> **Action item**: Copy the data exactly, pictures aside.

Stored data:
Content starts

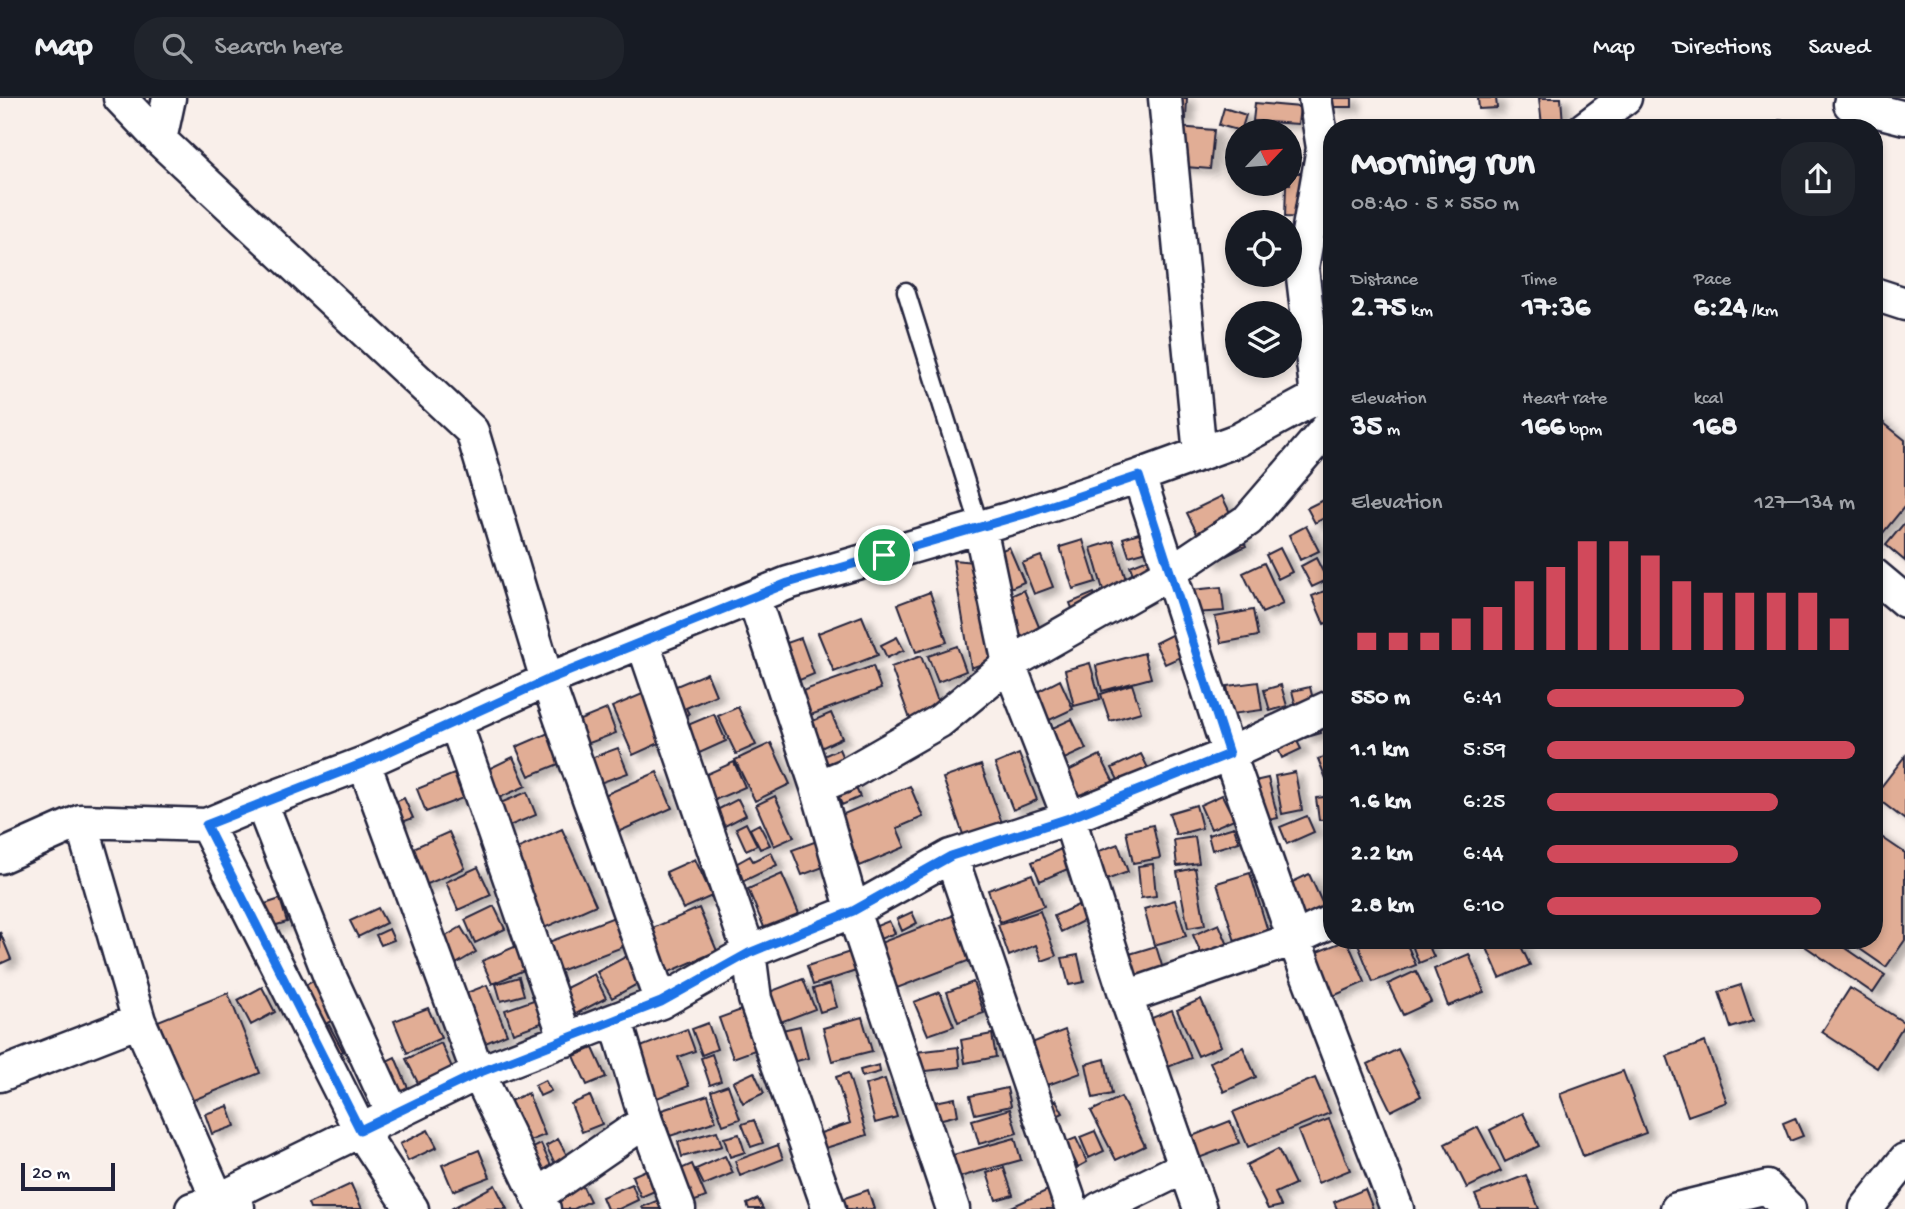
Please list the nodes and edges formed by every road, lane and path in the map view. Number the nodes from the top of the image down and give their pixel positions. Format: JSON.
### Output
{"nodes":[{"id":1,"x":120,"y":98,"type":"edge"},
{"id":2,"x":169,"y":98,"type":"edge"},
{"id":3,"x":1166,"y":98,"type":"edge"},
{"id":4,"x":1315,"y":98,"type":"edge"},
{"id":5,"x":1625,"y":98,"type":"edge"},
{"id":6,"x":1842,"y":100,"type":"edge"},
{"id":7,"x":1905,"y":118,"type":"edge"},
{"id":8,"x":1597,"y":119,"type":"edge"},
{"id":9,"x":160,"y":140,"type":"junction"},
{"id":10,"x":1323,"y":148,"type":"edge"},
{"id":11,"x":1323,"y":148,"type":"edge"},
{"id":12,"x":906,"y":291,"type":"dead end"},
{"id":13,"x":1883,"y":297,"type":"edge"},
{"id":14,"x":1905,"y":304,"type":"edge"},
{"id":15,"x":1323,"y":391,"type":"edge"},
{"id":16,"x":1323,"y":410,"type":"edge"},
{"id":17,"x":1323,"y":413,"type":"edge"},
{"id":18,"x":1199,"y":454,"type":"junction"},
{"id":19,"x":1139,"y":476,"type":"junction"},
{"id":20,"x":981,"y":527,"type":"junction"},
{"id":21,"x":1169,"y":573,"type":"junction"},
{"id":22,"x":1883,"y":583,"type":"edge"},
{"id":23,"x":754,"y":599,"type":"junction"},
{"id":24,"x":1905,"y":601,"type":"edge"},
{"id":25,"x":643,"y":643,"type":"junction"},
{"id":26,"x":1009,"y":664,"type":"junction"},
{"id":27,"x":547,"y":680,"type":"junction"},
{"id":28,"x":1323,"y":710,"type":"edge"},
{"id":29,"x":455,"y":721,"type":"junction"},
{"id":30,"x":1229,"y":754,"type":"junction"},
{"id":31,"x":364,"y":763,"type":"junction"},
{"id":32,"x":817,"y":787,"type":"junction"},
{"id":33,"x":261,"y":802,"type":"junction"},
{"id":34,"x":1069,"y":818,"type":"junction"},
{"id":35,"x":81,"y":821,"type":"junction"},
{"id":36,"x":206,"y":825,"type":"junction"},
{"id":37,"x":951,"y":856,"type":"junction"},
{"id":38,"x":0,"y":857,"type":"edge"},
{"id":39,"x":853,"y":911,"type":"junction"},
{"id":40,"x":1323,"y":925,"type":"edge"},
{"id":41,"x":1294,"y":939,"type":"junction"},
{"id":42,"x":749,"y":953,"type":"junction"},
{"id":43,"x":1126,"y":997,"type":"junction"},
{"id":44,"x":661,"y":1002,"type":"junction"},
{"id":45,"x":139,"y":1021,"type":"junction"},
{"id":46,"x":616,"y":1021,"type":"junction"},
{"id":47,"x":566,"y":1040,"type":"junction"},
{"id":48,"x":478,"y":1073,"type":"junction"},
{"id":49,"x":0,"y":1074,"type":"edge"},
{"id":50,"x":393,"y":1114,"type":"junction"},
{"id":51,"x":646,"y":1121,"type":"junction"},
{"id":52,"x":360,"y":1130,"type":"junction"},
{"id":53,"x":1905,"y":1160,"type":"edge"},
{"id":54,"x":1185,"y":1167,"type":"junction"},
{"id":55,"x":541,"y":1202,"type":"edge"},
{"id":56,"x":217,"y":1206,"type":"edge"},
{"id":57,"x":412,"y":1209,"type":"edge"},
{"id":58,"x":679,"y":1209,"type":"edge"},
{"id":59,"x":829,"y":1209,"type":"edge"},
{"id":60,"x":953,"y":1209,"type":"edge"},
{"id":61,"x":1072,"y":1209,"type":"edge"},
{"id":62,"x":1100,"y":1209,"type":"edge"},
{"id":63,"x":1200,"y":1209,"type":"edge"},
{"id":64,"x":1397,"y":1209,"type":"edge"},
{"id":65,"x":1677,"y":1209,"type":"edge"},
{"id":66,"x":1789,"y":1209,"type":"edge"},
{"id":67,"x":1866,"y":1209,"type":"edge"}],
"edges":[{"from":1,"to":9,"type":"street"},
{"from":2,"to":9,"type":"street"},
{"from":3,"to":18,"type":"street"},
{"from":4,"to":10,"type":"street"},
{"from":5,"to":8,"type":"street"},
{"from":6,"to":7,"type":"street"},
{"from":9,"to":27,"type":"street"},
{"from":11,"to":15,"type":"street"},
{"from":12,"to":20,"type":"lane"},
{"from":13,"to":14,"type":"street"},
{"from":16,"to":18,"type":"street"},
{"from":17,"to":21,"type":"street"},
{"from":18,"to":19,"type":"street"},
{"from":19,"to":20,"type":"street"},
{"from":19,"to":21,"type":"street"},
{"from":20,"to":23,"type":"street"},
{"from":20,"to":26,"type":"street"},
{"from":21,"to":26,"type":"street"},
{"from":21,"to":30,"type":"street"},
{"from":22,"to":24,"type":"street"},
{"from":23,"to":25,"type":"street"},
{"from":23,"to":32,"type":"street"},
{"from":25,"to":27,"type":"street"},
{"from":25,"to":42,"type":"street"},
{"from":26,"to":32,"type":"street"},
{"from":26,"to":34,"type":"street"},
{"from":27,"to":29,"type":"street"},
{"from":27,"to":44,"type":"street"},
{"from":28,"to":30,"type":"street"},
{"from":29,"to":31,"type":"street"},
{"from":29,"to":47,"type":"street"},
{"from":30,"to":34,"type":"street"},
{"from":30,"to":41,"type":"street"},
{"from":31,"to":33,"type":"street"},
{"from":31,"to":48,"type":"street"},
{"from":32,"to":39,"type":"street"},
{"from":33,"to":36,"type":"street"},
{"from":33,"to":50,"type":"street"},
{"from":34,"to":37,"type":"street"},
{"from":34,"to":43,"type":"street"},
{"from":35,"to":36,"type":"street"},
{"from":35,"to":38,"type":"street"},
{"from":35,"to":45,"type":"street"},
{"from":36,"to":52,"type":"street"},
{"from":37,"to":39,"type":"street"},
{"from":37,"to":61,"type":"street"},
{"from":39,"to":42,"type":"street"},
{"from":39,"to":60,"type":"street"},
{"from":40,"to":41,"type":"street"},
{"from":41,"to":43,"type":"street"},
{"from":41,"to":64,"type":"street"},
{"from":42,"to":44,"type":"street"},
{"from":42,"to":59,"type":"street"},
{"from":43,"to":54,"type":"street"},
{"from":44,"to":46,"type":"street"},
{"from":45,"to":49,"type":"street"},
{"from":45,"to":56,"type":"street"},
{"from":46,"to":47,"type":"street"},
{"from":46,"to":51,"type":"street"},
{"from":47,"to":48,"type":"street"},
{"from":48,"to":50,"type":"street"},
{"from":48,"to":55,"type":"street"},
{"from":50,"to":52,"type":"street"},
{"from":51,"to":55,"type":"street"},
{"from":51,"to":58,"type":"street"},
{"from":52,"to":56,"type":"street"},
{"from":52,"to":57,"type":"street"},
{"from":53,"to":67,"type":"street"},
{"from":54,"to":62,"type":"street"},
{"from":54,"to":63,"type":"street"},
{"from":65,"to":66,"type":"street"}]}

Content ends

> **Solved problem**:
Please list the nodes and edges formed by every road, lane and path in the map view. Number the nodes from the top of the image down and give their pixel positions. Format: JSON.
### Output
{"nodes":[{"id":1,"x":120,"y":98,"type":"edge"},
{"id":2,"x":169,"y":98,"type":"edge"},
{"id":3,"x":1166,"y":98,"type":"edge"},
{"id":4,"x":1315,"y":98,"type":"edge"},
{"id":5,"x":1625,"y":98,"type":"edge"},
{"id":6,"x":1842,"y":100,"type":"edge"},
{"id":7,"x":1905,"y":118,"type":"edge"},
{"id":8,"x":1597,"y":119,"type":"edge"},
{"id":9,"x":160,"y":140,"type":"junction"},
{"id":10,"x":1323,"y":148,"type":"edge"},
{"id":11,"x":1323,"y":148,"type":"edge"},
{"id":12,"x":906,"y":291,"type":"dead end"},
{"id":13,"x":1883,"y":297,"type":"edge"},
{"id":14,"x":1905,"y":304,"type":"edge"},
{"id":15,"x":1323,"y":391,"type":"edge"},
{"id":16,"x":1323,"y":410,"type":"edge"},
{"id":17,"x":1323,"y":413,"type":"edge"},
{"id":18,"x":1199,"y":454,"type":"junction"},
{"id":19,"x":1139,"y":476,"type":"junction"},
{"id":20,"x":981,"y":527,"type":"junction"},
{"id":21,"x":1169,"y":573,"type":"junction"},
{"id":22,"x":1883,"y":583,"type":"edge"},
{"id":23,"x":754,"y":599,"type":"junction"},
{"id":24,"x":1905,"y":601,"type":"edge"},
{"id":25,"x":643,"y":643,"type":"junction"},
{"id":26,"x":1009,"y":664,"type":"junction"},
{"id":27,"x":547,"y":680,"type":"junction"},
{"id":28,"x":1323,"y":710,"type":"edge"},
{"id":29,"x":455,"y":721,"type":"junction"},
{"id":30,"x":1229,"y":754,"type":"junction"},
{"id":31,"x":364,"y":763,"type":"junction"},
{"id":32,"x":817,"y":787,"type":"junction"},
{"id":33,"x":261,"y":802,"type":"junction"},
{"id":34,"x":1069,"y":818,"type":"junction"},
{"id":35,"x":81,"y":821,"type":"junction"},
{"id":36,"x":206,"y":825,"type":"junction"},
{"id":37,"x":951,"y":856,"type":"junction"},
{"id":38,"x":0,"y":857,"type":"edge"},
{"id":39,"x":853,"y":911,"type":"junction"},
{"id":40,"x":1323,"y":925,"type":"edge"},
{"id":41,"x":1294,"y":939,"type":"junction"},
{"id":42,"x":749,"y":953,"type":"junction"},
{"id":43,"x":1126,"y":997,"type":"junction"},
{"id":44,"x":661,"y":1002,"type":"junction"},
{"id":45,"x":139,"y":1021,"type":"junction"},
{"id":46,"x":616,"y":1021,"type":"junction"},
{"id":47,"x":566,"y":1040,"type":"junction"},
{"id":48,"x":478,"y":1073,"type":"junction"},
{"id":49,"x":0,"y":1074,"type":"edge"},
{"id":50,"x":393,"y":1114,"type":"junction"},
{"id":51,"x":646,"y":1121,"type":"junction"},
{"id":52,"x":360,"y":1130,"type":"junction"},
{"id":53,"x":1905,"y":1160,"type":"edge"},
{"id":54,"x":1185,"y":1167,"type":"junction"},
{"id":55,"x":541,"y":1202,"type":"edge"},
{"id":56,"x":217,"y":1206,"type":"edge"},
{"id":57,"x":412,"y":1209,"type":"edge"},
{"id":58,"x":679,"y":1209,"type":"edge"},
{"id":59,"x":829,"y":1209,"type":"edge"},
{"id":60,"x":953,"y":1209,"type":"edge"},
{"id":61,"x":1072,"y":1209,"type":"edge"},
{"id":62,"x":1100,"y":1209,"type":"edge"},
{"id":63,"x":1200,"y":1209,"type":"edge"},
{"id":64,"x":1397,"y":1209,"type":"edge"},
{"id":65,"x":1677,"y":1209,"type":"edge"},
{"id":66,"x":1789,"y":1209,"type":"edge"},
{"id":67,"x":1866,"y":1209,"type":"edge"}],
"edges":[{"from":1,"to":9,"type":"street"},
{"from":2,"to":9,"type":"street"},
{"from":3,"to":18,"type":"street"},
{"from":4,"to":10,"type":"street"},
{"from":5,"to":8,"type":"street"},
{"from":6,"to":7,"type":"street"},
{"from":9,"to":27,"type":"street"},
{"from":11,"to":15,"type":"street"},
{"from":12,"to":20,"type":"lane"},
{"from":13,"to":14,"type":"street"},
{"from":16,"to":18,"type":"street"},
{"from":17,"to":21,"type":"street"},
{"from":18,"to":19,"type":"street"},
{"from":19,"to":20,"type":"street"},
{"from":19,"to":21,"type":"street"},
{"from":20,"to":23,"type":"street"},
{"from":20,"to":26,"type":"street"},
{"from":21,"to":26,"type":"street"},
{"from":21,"to":30,"type":"street"},
{"from":22,"to":24,"type":"street"},
{"from":23,"to":25,"type":"street"},
{"from":23,"to":32,"type":"street"},
{"from":25,"to":27,"type":"street"},
{"from":25,"to":42,"type":"street"},
{"from":26,"to":32,"type":"street"},
{"from":26,"to":34,"type":"street"},
{"from":27,"to":29,"type":"street"},
{"from":27,"to":44,"type":"street"},
{"from":28,"to":30,"type":"street"},
{"from":29,"to":31,"type":"street"},
{"from":29,"to":47,"type":"street"},
{"from":30,"to":34,"type":"street"},
{"from":30,"to":41,"type":"street"},
{"from":31,"to":33,"type":"street"},
{"from":31,"to":48,"type":"street"},
{"from":32,"to":39,"type":"street"},
{"from":33,"to":36,"type":"street"},
{"from":33,"to":50,"type":"street"},
{"from":34,"to":37,"type":"street"},
{"from":34,"to":43,"type":"street"},
{"from":35,"to":36,"type":"street"},
{"from":35,"to":38,"type":"street"},
{"from":35,"to":45,"type":"street"},
{"from":36,"to":52,"type":"street"},
{"from":37,"to":39,"type":"street"},
{"from":37,"to":61,"type":"street"},
{"from":39,"to":42,"type":"street"},
{"from":39,"to":60,"type":"street"},
{"from":40,"to":41,"type":"street"},
{"from":41,"to":43,"type":"street"},
{"from":41,"to":64,"type":"street"},
{"from":42,"to":44,"type":"street"},
{"from":42,"to":59,"type":"street"},
{"from":43,"to":54,"type":"street"},
{"from":44,"to":46,"type":"street"},
{"from":45,"to":49,"type":"street"},
{"from":45,"to":56,"type":"street"},
{"from":46,"to":47,"type":"street"},
{"from":46,"to":51,"type":"street"},
{"from":47,"to":48,"type":"street"},
{"from":48,"to":50,"type":"street"},
{"from":48,"to":55,"type":"street"},
{"from":50,"to":52,"type":"street"},
{"from":51,"to":55,"type":"street"},
{"from":51,"to":58,"type":"street"},
{"from":52,"to":56,"type":"street"},
{"from":52,"to":57,"type":"street"},
{"from":53,"to":67,"type":"street"},
{"from":54,"to":62,"type":"street"},
{"from":54,"to":63,"type":"street"},
{"from":65,"to":66,"type":"street"}]}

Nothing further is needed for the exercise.